En tant que medium privilégié de l’expression de soi qui rend compte d’un style de pensée à l’origine de son art, la danse est, selon Isadora, un art « qui permet à l’âme de s’exprimer à travers le mouvement, […] la base de toute une conception de vie, plus libre, plus harmonieuse, plus naturelle »
2.
Par conséquent, en posant le choix d’une danse cosmique
3, Isadora Duncan réactive le sens de la représentation unifiée du monde hellène car intégré à l’ordonnancement du cosmos, l’être vivant se développe dans le rythme cyclique et éternel de l’univers
4.
Aussi, en investissant, par son style, la dimension du vivant incessamment renouvelée
5, Isadora Duncan place sa danse dans une perspective du « flux des mouvements et des émotions, en réunissant le visible et l’invisible de la corporéité »
6. C’est donc par sa façon de percevoir les choses, de les éprouver sensoriellement et d’en faire œuvre esthétique, qu’elle permet au courant de la danse moderne de se développer à travers l’expérience singulière de l’expressivité et du ressenti corporel.
Sa vie témoigne donc d’une expérience, qui, avec le recul, articule deux aspects fondamentaux des pratiques sociales contribuant à l’évolution de nos façons de vivre. D’un côté, Isadora apparaît comme la novatrice d’un modèle corporel qui ouvre, entre pratiques des peintres et écrivains, de nouvelles voies pour l’art ; de l’autre, elle peut être assimilée, si l’on considère la référence incontournable qu’elle représente pour ses héritières, à une passeuse de culture. D’où la question, Isadora Duncan peut-elle être le Manet
7 de la danse ?
En effet, par la figure européenne emblématique de la nouvelle danse à laquelle elle est assimilée au commencement des années 1900, Isadora entre dans le cercle des avant-gardistes
8 de la mouvance symboliste qui lui reconnaît un statut d’artiste qualifié de génie au sein d’une filiation intellectuelle revendiquée. Simultanément, en ouvrant une école d’éducation à l’art de la danse à Berlin en 1904, elle prouve que les autorités étatiques lui accordent une « sympathie intelligente [et donnent un] appui à ses idées »
9.
Néanmoins, ma thèse, par la façon dont je déplie l’autobiographie d’Isadora Duncan en usant d’une enquête par traces au sein d’archives
10 et d’une méthodologie inductive par entretiens qualitatifs et participation observante au sein de la filiation dansée, m’invite maintenant à approfondir l’analyse de son savoir-danser dans la dimension anthropologique de la nature.

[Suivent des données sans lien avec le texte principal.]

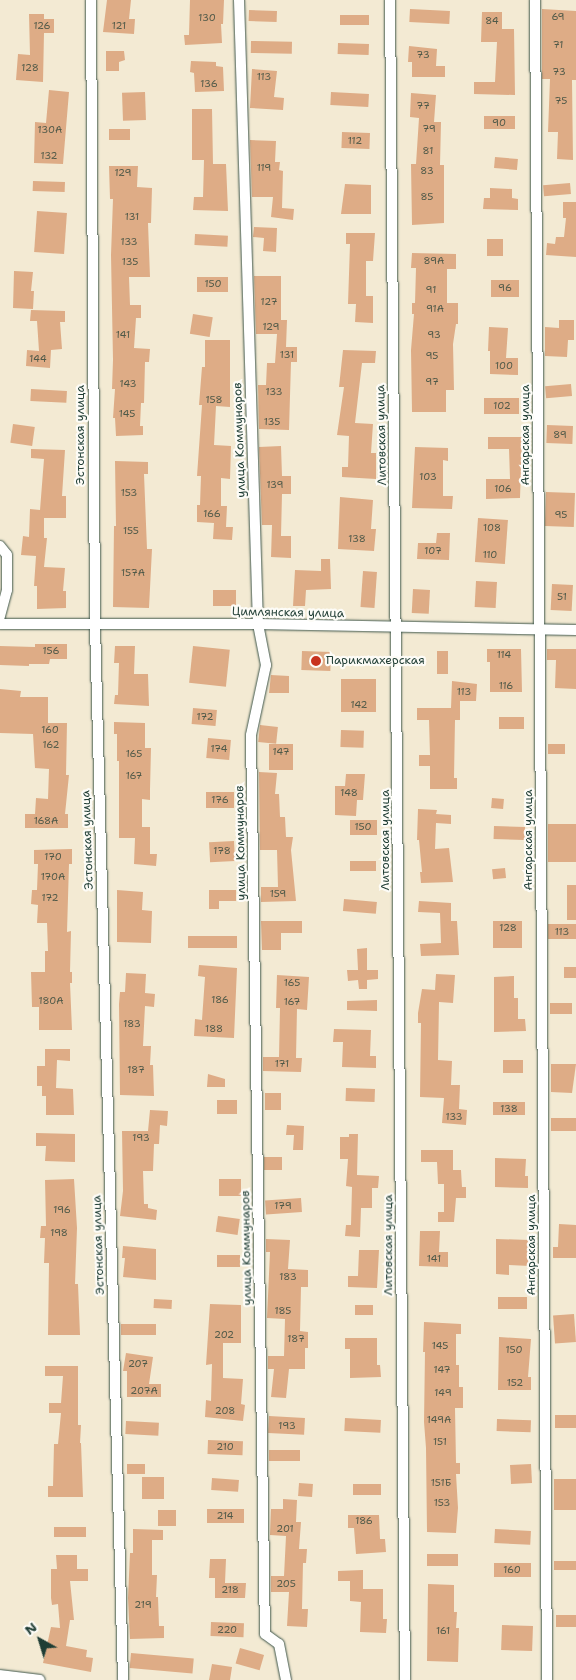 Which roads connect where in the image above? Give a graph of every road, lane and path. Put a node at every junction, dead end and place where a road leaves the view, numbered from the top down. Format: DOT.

Car la très longue analyse des éléments présents dans les sources franco-allemandes pour comprendre le fonctionnement implicite d’Isadora à l’intérieur d’un héritage bardé d’ambiguïtés que portent par ailleurs ses successeuses, montre toute la complexité du message diffusé par Duncan parce qu’il relève avant tout, d’une voie initiatique fondée sur le secret et qui se veut, en même temps, ouvert à tous.
Aussi, sur la base d’un fond iconographique qui prête à confusion en ce qu’il projette la nature comme étant une extériorité et en laquelle le corps va se conformer et se mettre en symbiose avec ladite nature, Isadora nous renvoie, par ce qui constitue le décorum de son art, tout comme ce qu’elle fait avec les références à l’Antique, aux indices du chaînon manquant qui serait celui de la civilisation hellénique.

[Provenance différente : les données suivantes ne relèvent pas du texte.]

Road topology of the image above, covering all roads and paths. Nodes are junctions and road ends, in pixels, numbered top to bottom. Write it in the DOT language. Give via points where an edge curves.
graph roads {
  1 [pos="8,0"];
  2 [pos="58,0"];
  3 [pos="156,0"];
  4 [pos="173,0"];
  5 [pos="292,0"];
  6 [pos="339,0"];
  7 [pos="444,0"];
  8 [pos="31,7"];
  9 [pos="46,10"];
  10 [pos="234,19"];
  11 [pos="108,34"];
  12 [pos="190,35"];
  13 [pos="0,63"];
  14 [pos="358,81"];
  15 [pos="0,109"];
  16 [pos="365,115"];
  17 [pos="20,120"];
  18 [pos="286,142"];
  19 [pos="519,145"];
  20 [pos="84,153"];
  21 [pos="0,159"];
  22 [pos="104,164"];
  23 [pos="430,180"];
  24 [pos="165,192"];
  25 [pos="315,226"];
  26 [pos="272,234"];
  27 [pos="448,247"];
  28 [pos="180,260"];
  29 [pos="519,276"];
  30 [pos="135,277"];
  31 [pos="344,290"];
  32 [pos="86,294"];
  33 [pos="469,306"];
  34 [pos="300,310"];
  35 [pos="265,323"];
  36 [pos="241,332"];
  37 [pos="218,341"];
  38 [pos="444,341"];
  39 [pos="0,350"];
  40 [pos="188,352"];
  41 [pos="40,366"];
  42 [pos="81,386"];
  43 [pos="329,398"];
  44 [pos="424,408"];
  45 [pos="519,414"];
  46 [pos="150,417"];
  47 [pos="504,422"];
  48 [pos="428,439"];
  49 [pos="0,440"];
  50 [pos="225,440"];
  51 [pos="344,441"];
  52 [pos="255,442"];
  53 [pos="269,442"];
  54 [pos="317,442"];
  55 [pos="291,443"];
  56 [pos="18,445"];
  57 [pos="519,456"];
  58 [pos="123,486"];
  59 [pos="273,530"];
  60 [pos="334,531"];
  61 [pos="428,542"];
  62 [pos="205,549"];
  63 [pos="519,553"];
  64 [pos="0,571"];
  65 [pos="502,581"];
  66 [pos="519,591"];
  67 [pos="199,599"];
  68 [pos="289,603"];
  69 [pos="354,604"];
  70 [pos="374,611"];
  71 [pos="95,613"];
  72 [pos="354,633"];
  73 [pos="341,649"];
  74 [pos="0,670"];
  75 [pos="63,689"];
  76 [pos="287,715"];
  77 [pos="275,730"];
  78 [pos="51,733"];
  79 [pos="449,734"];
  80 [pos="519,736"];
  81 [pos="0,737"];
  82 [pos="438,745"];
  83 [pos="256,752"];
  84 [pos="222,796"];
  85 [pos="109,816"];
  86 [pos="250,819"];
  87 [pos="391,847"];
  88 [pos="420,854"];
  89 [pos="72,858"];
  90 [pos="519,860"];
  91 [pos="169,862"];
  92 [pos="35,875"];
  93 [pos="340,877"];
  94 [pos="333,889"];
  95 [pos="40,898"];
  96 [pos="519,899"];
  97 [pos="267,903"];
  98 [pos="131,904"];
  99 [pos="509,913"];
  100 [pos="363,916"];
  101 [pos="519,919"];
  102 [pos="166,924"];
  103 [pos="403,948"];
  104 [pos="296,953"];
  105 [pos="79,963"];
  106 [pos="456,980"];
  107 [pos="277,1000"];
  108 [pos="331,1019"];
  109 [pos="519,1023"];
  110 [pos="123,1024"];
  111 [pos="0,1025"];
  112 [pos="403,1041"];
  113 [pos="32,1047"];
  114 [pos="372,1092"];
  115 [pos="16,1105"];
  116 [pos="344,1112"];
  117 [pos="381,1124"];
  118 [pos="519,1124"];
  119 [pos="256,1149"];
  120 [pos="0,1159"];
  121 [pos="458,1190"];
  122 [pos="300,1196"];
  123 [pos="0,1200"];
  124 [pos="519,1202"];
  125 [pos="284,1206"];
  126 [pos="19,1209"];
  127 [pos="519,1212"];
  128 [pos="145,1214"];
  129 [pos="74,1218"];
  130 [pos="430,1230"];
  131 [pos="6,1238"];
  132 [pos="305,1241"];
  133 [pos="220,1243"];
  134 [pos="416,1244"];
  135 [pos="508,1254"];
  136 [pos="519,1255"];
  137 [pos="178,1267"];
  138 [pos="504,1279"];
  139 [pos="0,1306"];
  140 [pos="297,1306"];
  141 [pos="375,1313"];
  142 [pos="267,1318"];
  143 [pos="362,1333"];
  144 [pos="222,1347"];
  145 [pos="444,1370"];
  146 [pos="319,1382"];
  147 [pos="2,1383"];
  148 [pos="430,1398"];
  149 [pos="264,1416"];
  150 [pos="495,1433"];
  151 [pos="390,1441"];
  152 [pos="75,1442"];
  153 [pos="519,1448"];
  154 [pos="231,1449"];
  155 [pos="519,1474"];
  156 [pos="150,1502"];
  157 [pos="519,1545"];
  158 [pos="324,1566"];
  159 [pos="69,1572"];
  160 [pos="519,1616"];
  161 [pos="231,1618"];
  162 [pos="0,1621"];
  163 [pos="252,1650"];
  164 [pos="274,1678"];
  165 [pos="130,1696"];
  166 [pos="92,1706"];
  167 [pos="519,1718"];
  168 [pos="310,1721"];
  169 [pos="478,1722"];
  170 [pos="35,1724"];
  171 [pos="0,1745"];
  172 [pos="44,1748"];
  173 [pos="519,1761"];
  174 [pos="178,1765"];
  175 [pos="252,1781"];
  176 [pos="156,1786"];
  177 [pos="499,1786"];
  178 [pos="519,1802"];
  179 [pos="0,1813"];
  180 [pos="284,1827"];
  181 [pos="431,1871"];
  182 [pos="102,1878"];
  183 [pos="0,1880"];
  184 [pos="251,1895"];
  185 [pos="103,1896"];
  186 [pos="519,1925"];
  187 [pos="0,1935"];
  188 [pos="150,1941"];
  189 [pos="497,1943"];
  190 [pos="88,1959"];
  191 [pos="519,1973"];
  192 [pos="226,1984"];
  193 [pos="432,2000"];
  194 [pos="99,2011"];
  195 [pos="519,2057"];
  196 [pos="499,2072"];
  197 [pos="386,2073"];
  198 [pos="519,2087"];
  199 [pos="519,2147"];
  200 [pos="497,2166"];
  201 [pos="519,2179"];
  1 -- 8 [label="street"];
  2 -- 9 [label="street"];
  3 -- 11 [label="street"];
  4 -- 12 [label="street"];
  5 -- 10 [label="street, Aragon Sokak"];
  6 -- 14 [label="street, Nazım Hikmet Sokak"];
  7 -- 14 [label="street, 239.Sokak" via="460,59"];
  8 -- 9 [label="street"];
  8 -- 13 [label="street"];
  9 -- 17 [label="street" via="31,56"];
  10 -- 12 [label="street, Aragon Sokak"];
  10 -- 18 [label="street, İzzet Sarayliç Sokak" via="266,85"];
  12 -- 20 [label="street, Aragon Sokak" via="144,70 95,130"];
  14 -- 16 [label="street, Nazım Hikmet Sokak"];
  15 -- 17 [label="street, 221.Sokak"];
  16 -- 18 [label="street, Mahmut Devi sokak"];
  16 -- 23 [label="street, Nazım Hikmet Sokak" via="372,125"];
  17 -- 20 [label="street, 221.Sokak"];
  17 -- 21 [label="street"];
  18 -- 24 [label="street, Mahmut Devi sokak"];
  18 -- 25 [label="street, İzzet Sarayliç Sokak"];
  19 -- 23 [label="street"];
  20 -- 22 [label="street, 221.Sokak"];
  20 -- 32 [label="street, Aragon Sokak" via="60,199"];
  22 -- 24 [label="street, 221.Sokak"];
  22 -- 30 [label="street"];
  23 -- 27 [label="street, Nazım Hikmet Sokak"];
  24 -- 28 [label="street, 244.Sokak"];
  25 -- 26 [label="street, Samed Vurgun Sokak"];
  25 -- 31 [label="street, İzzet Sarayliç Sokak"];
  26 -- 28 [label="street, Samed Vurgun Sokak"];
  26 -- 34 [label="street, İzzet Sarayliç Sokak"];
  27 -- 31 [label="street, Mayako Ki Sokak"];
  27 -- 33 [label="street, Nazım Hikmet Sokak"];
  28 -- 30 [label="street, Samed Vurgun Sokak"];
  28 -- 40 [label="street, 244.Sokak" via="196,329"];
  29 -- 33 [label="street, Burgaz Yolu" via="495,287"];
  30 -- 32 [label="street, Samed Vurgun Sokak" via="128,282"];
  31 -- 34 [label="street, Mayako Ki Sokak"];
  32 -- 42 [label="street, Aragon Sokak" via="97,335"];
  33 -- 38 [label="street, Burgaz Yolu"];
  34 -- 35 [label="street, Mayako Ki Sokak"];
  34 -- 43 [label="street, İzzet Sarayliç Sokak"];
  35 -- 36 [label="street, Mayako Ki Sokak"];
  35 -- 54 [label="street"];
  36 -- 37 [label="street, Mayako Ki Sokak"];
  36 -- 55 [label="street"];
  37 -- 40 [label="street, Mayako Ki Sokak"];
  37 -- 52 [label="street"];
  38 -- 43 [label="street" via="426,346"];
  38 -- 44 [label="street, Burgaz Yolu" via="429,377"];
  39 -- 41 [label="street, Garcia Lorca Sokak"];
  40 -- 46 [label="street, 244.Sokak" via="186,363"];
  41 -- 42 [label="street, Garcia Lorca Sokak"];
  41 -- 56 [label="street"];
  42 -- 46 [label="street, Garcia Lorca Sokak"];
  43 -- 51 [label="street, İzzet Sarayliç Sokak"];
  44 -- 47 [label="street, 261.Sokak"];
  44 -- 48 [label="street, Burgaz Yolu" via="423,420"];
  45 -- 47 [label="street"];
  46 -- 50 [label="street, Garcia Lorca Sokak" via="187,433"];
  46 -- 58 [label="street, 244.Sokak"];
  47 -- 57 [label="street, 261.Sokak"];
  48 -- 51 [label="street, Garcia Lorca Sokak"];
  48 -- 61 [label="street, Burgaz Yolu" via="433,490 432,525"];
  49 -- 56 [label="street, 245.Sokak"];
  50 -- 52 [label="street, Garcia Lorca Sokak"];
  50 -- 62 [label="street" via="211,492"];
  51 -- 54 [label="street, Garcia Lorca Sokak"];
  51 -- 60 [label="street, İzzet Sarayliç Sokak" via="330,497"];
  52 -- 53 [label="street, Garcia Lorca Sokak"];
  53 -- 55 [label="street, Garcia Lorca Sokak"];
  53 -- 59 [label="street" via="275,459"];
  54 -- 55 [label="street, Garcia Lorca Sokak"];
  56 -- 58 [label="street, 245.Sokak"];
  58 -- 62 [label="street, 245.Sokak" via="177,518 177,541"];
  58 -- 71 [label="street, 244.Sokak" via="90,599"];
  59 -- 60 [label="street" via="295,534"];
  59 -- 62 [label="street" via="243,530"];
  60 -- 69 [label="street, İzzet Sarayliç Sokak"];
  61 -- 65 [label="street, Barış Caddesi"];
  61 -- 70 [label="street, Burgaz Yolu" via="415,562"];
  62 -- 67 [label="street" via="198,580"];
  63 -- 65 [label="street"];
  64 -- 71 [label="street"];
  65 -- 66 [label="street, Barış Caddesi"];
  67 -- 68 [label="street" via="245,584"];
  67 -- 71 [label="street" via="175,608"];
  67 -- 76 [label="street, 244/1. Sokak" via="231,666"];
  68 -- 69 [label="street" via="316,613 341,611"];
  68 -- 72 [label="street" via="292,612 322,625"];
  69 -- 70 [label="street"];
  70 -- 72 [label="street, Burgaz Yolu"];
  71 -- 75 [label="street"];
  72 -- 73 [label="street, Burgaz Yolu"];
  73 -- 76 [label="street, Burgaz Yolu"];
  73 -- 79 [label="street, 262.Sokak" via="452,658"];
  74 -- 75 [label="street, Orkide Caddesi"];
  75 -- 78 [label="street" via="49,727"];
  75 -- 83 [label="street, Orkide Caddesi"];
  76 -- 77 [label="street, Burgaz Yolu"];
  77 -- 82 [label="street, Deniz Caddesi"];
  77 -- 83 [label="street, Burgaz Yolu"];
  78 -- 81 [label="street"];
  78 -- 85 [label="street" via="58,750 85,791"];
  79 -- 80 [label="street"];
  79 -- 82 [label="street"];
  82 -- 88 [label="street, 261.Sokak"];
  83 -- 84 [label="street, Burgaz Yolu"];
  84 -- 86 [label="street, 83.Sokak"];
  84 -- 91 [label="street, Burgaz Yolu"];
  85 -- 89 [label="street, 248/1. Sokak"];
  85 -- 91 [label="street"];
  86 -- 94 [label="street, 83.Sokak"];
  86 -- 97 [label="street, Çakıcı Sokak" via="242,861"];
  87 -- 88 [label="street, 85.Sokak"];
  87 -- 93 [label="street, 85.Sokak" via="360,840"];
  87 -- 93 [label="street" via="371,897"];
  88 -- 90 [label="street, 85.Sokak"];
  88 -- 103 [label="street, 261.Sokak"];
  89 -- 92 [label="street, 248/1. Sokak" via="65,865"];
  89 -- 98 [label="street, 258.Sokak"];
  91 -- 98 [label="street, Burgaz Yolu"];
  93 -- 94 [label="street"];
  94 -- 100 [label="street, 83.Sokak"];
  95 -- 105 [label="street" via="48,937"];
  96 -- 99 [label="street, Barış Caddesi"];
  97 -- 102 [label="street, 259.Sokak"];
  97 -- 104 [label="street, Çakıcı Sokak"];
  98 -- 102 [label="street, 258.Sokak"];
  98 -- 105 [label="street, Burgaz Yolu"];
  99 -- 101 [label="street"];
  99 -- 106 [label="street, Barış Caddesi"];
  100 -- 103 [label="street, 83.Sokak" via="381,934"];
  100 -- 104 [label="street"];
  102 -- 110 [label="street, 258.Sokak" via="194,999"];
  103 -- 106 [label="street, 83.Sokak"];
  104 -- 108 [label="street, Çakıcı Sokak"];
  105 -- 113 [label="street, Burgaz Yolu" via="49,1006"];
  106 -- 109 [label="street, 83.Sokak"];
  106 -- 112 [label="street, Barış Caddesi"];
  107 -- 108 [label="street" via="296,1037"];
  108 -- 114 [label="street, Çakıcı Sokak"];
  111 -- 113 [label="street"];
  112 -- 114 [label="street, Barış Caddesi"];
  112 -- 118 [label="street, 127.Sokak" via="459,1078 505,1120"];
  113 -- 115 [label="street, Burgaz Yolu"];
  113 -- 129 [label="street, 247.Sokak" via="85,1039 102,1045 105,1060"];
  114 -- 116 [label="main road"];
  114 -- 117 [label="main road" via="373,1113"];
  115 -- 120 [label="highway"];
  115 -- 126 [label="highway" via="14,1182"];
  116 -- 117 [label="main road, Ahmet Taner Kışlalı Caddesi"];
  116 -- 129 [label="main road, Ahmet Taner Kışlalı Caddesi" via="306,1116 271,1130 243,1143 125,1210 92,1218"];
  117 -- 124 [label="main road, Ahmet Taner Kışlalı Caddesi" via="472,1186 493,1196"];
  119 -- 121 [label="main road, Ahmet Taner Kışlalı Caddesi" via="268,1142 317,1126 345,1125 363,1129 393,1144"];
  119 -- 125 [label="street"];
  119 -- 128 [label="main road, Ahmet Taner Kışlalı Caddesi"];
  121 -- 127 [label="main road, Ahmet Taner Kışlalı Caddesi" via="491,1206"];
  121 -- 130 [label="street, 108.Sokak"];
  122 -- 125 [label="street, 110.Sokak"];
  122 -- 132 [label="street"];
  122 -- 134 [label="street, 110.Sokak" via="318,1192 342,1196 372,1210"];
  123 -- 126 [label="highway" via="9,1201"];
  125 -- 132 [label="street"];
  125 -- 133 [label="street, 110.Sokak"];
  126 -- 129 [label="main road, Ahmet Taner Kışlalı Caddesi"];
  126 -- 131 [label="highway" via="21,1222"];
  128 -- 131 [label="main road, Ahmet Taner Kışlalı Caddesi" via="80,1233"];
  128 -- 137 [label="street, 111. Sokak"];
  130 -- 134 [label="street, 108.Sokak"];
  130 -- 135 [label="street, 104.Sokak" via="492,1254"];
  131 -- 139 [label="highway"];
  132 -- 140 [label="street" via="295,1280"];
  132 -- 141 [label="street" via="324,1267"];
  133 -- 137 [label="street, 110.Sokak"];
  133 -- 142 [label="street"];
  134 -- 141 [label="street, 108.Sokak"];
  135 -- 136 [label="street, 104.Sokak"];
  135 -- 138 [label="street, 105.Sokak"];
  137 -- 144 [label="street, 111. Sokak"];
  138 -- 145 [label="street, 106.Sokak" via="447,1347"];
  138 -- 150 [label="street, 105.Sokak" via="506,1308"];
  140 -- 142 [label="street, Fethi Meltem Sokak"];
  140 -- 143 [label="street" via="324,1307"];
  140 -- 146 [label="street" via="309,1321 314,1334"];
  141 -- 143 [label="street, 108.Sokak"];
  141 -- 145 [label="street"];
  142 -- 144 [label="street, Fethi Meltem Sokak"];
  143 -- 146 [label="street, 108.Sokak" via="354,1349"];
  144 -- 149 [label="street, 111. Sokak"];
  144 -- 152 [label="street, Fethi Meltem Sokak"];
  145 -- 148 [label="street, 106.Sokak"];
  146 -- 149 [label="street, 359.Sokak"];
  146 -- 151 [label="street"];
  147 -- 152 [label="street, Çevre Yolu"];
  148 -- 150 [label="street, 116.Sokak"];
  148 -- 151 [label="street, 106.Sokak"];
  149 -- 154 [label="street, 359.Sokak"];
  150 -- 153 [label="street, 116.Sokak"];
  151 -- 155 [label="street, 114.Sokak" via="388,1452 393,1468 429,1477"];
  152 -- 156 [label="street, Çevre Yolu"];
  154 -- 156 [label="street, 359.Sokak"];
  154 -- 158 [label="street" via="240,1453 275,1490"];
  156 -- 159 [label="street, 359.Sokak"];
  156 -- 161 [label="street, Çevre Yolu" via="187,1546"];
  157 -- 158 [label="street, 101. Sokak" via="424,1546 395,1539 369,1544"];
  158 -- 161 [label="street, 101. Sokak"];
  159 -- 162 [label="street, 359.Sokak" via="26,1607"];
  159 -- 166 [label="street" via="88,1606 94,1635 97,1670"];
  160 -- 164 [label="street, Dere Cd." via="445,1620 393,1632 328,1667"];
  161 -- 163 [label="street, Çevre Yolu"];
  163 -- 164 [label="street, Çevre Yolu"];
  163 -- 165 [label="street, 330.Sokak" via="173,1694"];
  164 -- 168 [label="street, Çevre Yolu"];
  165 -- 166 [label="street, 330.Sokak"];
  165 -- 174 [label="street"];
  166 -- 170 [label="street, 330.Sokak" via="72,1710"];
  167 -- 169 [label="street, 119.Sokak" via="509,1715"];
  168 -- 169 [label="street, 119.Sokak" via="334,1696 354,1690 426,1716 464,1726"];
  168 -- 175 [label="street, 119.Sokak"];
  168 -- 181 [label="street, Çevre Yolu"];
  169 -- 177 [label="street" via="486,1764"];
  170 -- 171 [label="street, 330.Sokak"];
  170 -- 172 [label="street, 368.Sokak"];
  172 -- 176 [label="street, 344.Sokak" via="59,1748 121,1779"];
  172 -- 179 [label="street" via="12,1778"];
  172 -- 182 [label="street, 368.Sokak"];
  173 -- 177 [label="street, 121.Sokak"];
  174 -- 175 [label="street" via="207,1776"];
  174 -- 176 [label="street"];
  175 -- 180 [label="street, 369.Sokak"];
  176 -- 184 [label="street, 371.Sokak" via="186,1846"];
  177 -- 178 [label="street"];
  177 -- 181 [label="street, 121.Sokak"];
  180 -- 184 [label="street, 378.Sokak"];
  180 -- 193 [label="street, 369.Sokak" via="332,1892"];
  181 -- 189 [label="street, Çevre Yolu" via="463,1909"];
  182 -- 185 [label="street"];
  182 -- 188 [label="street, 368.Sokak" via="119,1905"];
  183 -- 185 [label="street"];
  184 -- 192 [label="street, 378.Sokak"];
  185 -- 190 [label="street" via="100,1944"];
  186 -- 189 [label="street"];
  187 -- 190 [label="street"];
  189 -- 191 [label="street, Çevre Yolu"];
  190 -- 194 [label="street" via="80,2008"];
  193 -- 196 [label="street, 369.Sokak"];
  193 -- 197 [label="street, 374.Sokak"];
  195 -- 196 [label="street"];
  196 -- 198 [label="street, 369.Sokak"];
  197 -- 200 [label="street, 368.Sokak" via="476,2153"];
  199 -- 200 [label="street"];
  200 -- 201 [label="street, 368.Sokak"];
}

En retraçant ainsi la trajectoire de l’école de l’art de la danse initiée par Isadora et en présentant les modalités de transmission ancrées dans l’Idéal pré-philosophique de la Paideia
11 porté par la cellule familiale Duncan et reconduites par la fratrie, j’ai donc mis à jour le style naturel d’Isadora.
Confrontée au débat esthétique autour de la question du cosmos et des représentations cosmogoniques où s’opposent des éclairages diurne et nocturne de la nature, Isadora, à l’instar de Gertrud Kantorowicz
12, porte son questionnement sur le cosmos intérieur en ce qu’il mobilise l’énergie vitale à l’origine de son mouvement dansé et de son enseignement initiatique. Aussi, sous l’appellation de cette « force qui la dirige »
13 ou de cette puissance du nom d’Eros qui stimule sa création, Isadora Duncan est mue par cette logique du désir sur laquelle elle s’appuie pour se réaliser. Engagée alors dans une voie éducative et de formation au savoir où, sans le concours de sa sœur Elizabeth, elle n’aurait pu aboutir à la transmission d’une forme accomplie de l’enseignement, il apparaît encore que leurs modalités pédagogiques contradictoires constituassent le gage de leur réussite.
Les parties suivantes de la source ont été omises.